Material provided:

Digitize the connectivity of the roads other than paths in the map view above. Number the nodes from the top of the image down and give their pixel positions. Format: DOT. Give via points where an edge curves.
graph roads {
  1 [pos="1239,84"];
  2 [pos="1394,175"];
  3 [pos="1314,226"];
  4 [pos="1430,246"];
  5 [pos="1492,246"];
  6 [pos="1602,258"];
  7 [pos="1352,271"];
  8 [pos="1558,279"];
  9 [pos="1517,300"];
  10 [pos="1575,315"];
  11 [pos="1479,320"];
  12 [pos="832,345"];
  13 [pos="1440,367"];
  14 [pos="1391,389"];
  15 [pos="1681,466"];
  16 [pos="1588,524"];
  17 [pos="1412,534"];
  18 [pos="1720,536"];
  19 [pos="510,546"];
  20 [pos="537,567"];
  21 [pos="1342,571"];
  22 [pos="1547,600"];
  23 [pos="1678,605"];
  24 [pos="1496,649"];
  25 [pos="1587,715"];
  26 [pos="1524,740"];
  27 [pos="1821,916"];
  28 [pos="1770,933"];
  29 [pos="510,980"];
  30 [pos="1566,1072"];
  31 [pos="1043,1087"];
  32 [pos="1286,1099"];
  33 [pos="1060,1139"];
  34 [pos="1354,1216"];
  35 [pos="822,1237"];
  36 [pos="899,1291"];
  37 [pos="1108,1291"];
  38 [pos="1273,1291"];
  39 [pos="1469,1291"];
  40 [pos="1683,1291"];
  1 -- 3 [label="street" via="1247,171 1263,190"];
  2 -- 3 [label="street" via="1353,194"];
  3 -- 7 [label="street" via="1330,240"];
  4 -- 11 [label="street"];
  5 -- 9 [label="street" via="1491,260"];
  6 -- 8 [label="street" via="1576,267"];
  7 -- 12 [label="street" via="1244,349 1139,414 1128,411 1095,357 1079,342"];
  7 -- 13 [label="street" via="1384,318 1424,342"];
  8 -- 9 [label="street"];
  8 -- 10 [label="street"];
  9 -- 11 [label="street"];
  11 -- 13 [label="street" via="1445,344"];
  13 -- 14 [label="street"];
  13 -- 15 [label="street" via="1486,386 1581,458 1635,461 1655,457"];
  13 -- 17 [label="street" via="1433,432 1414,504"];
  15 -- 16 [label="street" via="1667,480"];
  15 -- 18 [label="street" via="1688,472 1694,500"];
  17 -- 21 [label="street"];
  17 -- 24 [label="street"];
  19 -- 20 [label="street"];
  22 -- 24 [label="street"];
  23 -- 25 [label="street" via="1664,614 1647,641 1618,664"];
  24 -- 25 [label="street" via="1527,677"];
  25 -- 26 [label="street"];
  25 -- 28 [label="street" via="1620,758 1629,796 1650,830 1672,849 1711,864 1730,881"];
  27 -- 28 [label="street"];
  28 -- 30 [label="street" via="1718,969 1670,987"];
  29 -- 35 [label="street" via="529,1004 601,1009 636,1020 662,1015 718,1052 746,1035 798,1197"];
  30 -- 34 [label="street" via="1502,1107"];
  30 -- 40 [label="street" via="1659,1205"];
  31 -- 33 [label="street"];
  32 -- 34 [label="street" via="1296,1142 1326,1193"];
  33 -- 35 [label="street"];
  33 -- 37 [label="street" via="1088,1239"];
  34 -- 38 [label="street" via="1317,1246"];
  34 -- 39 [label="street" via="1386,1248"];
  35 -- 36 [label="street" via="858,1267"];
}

What to do: In the records above, how many lines contain the string "roads"? State that number only.

Result of the exercise: 2